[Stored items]
┌──
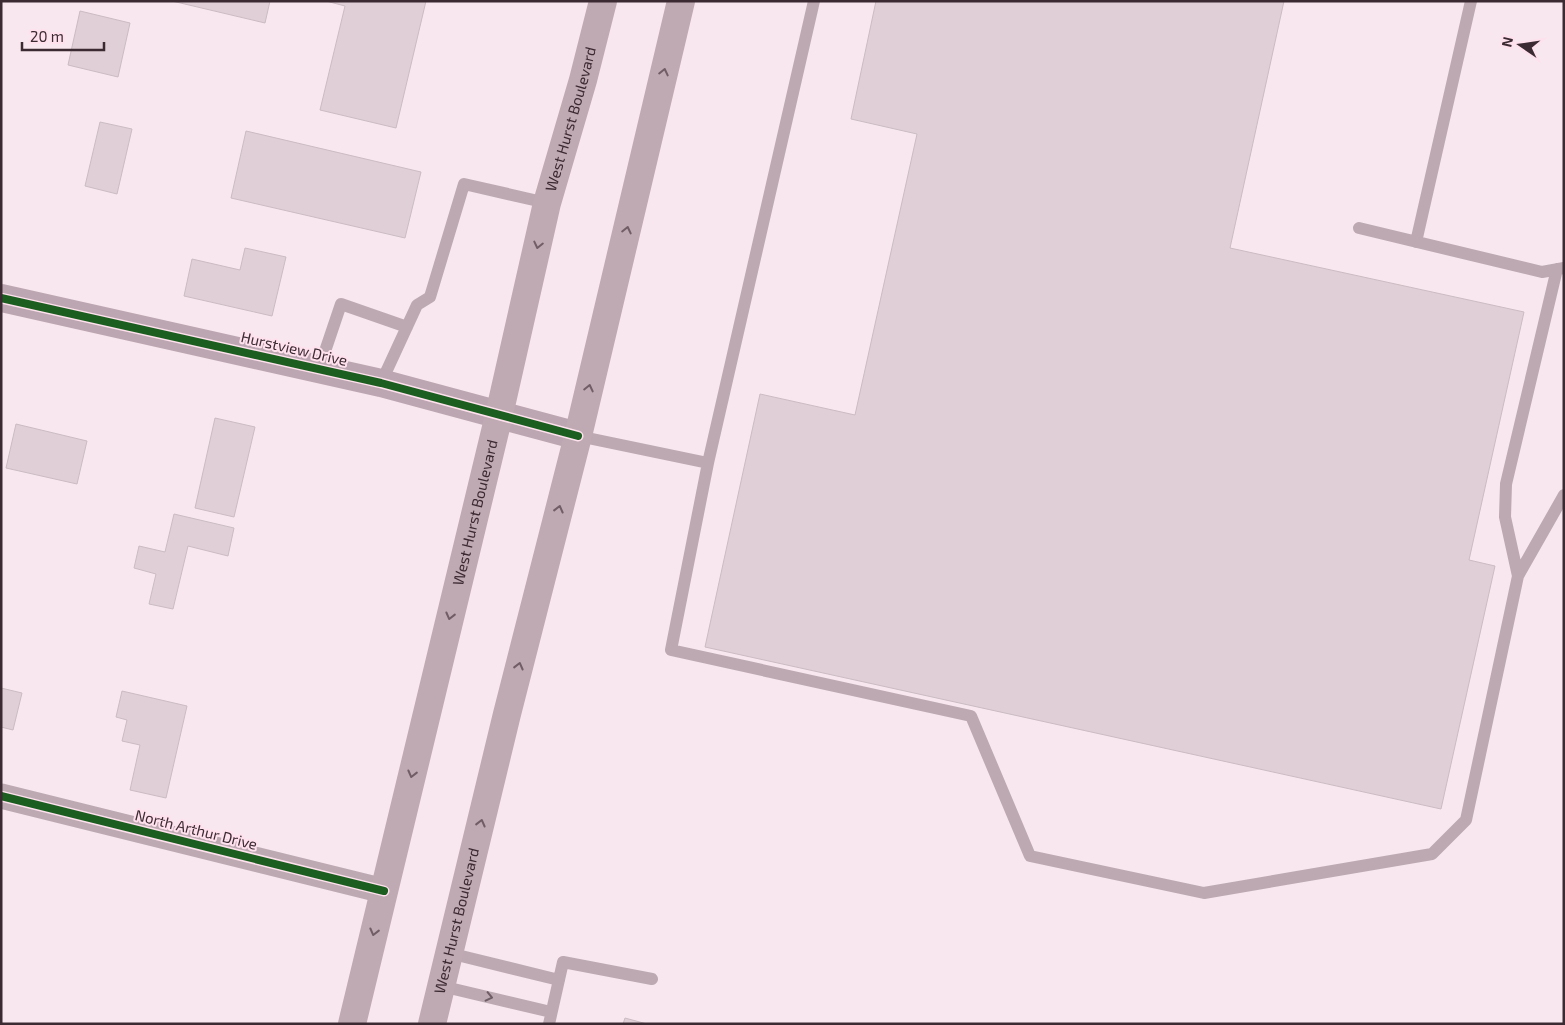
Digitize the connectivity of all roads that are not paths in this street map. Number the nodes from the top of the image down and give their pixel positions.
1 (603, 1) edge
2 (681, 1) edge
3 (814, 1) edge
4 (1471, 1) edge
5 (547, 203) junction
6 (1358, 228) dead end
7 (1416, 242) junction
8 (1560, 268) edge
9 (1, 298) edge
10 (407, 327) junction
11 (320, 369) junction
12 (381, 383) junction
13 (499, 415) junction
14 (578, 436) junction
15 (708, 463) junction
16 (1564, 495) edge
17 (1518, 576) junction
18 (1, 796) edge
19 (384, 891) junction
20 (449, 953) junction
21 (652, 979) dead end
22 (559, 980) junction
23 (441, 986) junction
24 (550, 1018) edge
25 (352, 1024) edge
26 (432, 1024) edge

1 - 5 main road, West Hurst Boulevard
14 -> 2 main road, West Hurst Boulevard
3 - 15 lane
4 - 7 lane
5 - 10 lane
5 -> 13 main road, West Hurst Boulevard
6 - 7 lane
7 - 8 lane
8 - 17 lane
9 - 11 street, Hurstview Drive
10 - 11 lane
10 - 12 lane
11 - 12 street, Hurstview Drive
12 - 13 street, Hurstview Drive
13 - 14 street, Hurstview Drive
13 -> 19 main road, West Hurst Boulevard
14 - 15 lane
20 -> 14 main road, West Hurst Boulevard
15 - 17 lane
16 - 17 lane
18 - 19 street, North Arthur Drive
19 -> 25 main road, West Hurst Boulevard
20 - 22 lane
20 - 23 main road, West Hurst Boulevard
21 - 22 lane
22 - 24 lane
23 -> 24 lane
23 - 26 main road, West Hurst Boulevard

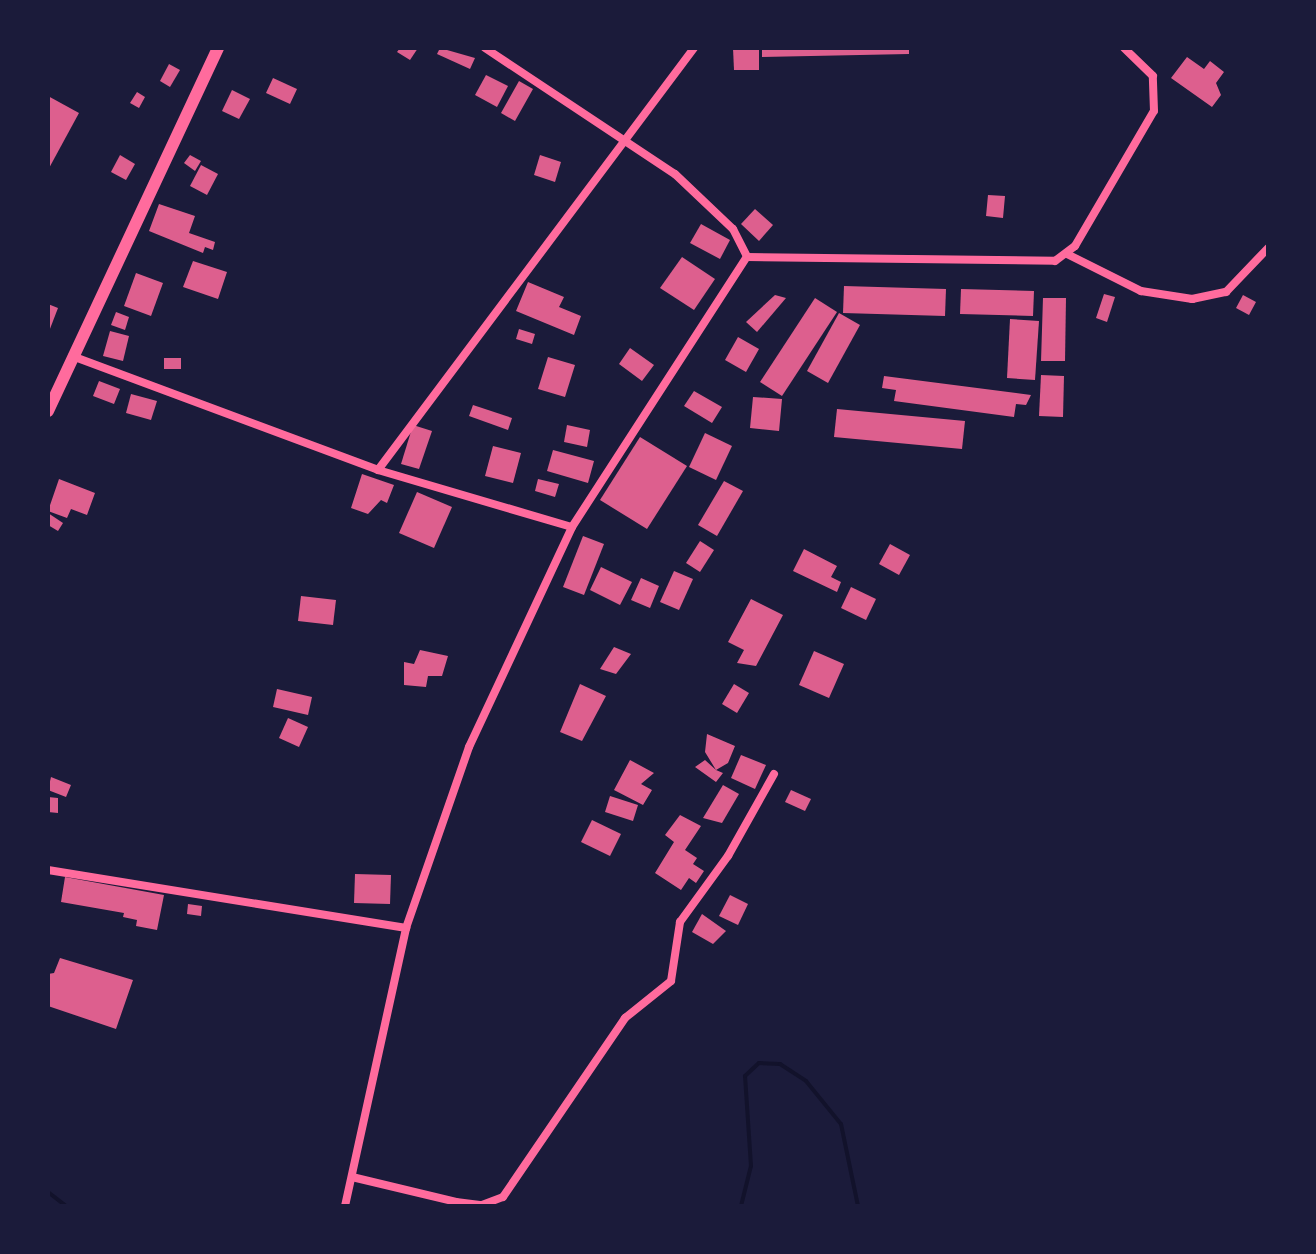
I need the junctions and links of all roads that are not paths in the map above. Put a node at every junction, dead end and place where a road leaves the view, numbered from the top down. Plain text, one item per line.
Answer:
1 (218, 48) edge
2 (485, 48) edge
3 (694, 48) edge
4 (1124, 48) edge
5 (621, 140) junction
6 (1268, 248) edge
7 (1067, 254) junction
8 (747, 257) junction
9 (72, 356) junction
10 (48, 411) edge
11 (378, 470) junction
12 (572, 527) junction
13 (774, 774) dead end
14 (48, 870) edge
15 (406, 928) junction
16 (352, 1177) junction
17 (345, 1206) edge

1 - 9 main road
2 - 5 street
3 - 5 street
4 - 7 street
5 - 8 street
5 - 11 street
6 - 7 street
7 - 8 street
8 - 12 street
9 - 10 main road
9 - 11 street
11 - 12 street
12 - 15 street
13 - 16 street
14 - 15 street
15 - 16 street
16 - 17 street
└──
* _What is required_
With the images excluded, reproduce the data above precisely as written.

* _Response box_
Digitize the connectivity of all roads that are not paths in this street map. Number the nodes from the top of the image down and give their pixel positions.
1 (603, 1) edge
2 (681, 1) edge
3 (814, 1) edge
4 (1471, 1) edge
5 (547, 203) junction
6 (1358, 228) dead end
7 (1416, 242) junction
8 (1560, 268) edge
9 (1, 298) edge
10 (407, 327) junction
11 (320, 369) junction
12 (381, 383) junction
13 (499, 415) junction
14 (578, 436) junction
15 (708, 463) junction
16 (1564, 495) edge
17 (1518, 576) junction
18 (1, 796) edge
19 (384, 891) junction
20 (449, 953) junction
21 (652, 979) dead end
22 (559, 980) junction
23 (441, 986) junction
24 (550, 1018) edge
25 (352, 1024) edge
26 (432, 1024) edge

1 - 5 main road, West Hurst Boulevard
14 -> 2 main road, West Hurst Boulevard
3 - 15 lane
4 - 7 lane
5 - 10 lane
5 -> 13 main road, West Hurst Boulevard
6 - 7 lane
7 - 8 lane
8 - 17 lane
9 - 11 street, Hurstview Drive
10 - 11 lane
10 - 12 lane
11 - 12 street, Hurstview Drive
12 - 13 street, Hurstview Drive
13 - 14 street, Hurstview Drive
13 -> 19 main road, West Hurst Boulevard
14 - 15 lane
20 -> 14 main road, West Hurst Boulevard
15 - 17 lane
16 - 17 lane
18 - 19 street, North Arthur Drive
19 -> 25 main road, West Hurst Boulevard
20 - 22 lane
20 - 23 main road, West Hurst Boulevard
21 - 22 lane
22 - 24 lane
23 -> 24 lane
23 - 26 main road, West Hurst Boulevard

I need the junctions and links of all roads that are not paths in the map above. Put a node at every junction, dead end and place where a road leaves the view, numbered from the top down. Plain text, one item per line.
Answer:
1 (218, 48) edge
2 (485, 48) edge
3 (694, 48) edge
4 (1124, 48) edge
5 (621, 140) junction
6 (1268, 248) edge
7 (1067, 254) junction
8 (747, 257) junction
9 (72, 356) junction
10 (48, 411) edge
11 (378, 470) junction
12 (572, 527) junction
13 (774, 774) dead end
14 (48, 870) edge
15 (406, 928) junction
16 (352, 1177) junction
17 (345, 1206) edge

1 - 9 main road
2 - 5 street
3 - 5 street
4 - 7 street
5 - 8 street
5 - 11 street
6 - 7 street
7 - 8 street
8 - 12 street
9 - 10 main road
9 - 11 street
11 - 12 street
12 - 15 street
13 - 16 street
14 - 15 street
15 - 16 street
16 - 17 street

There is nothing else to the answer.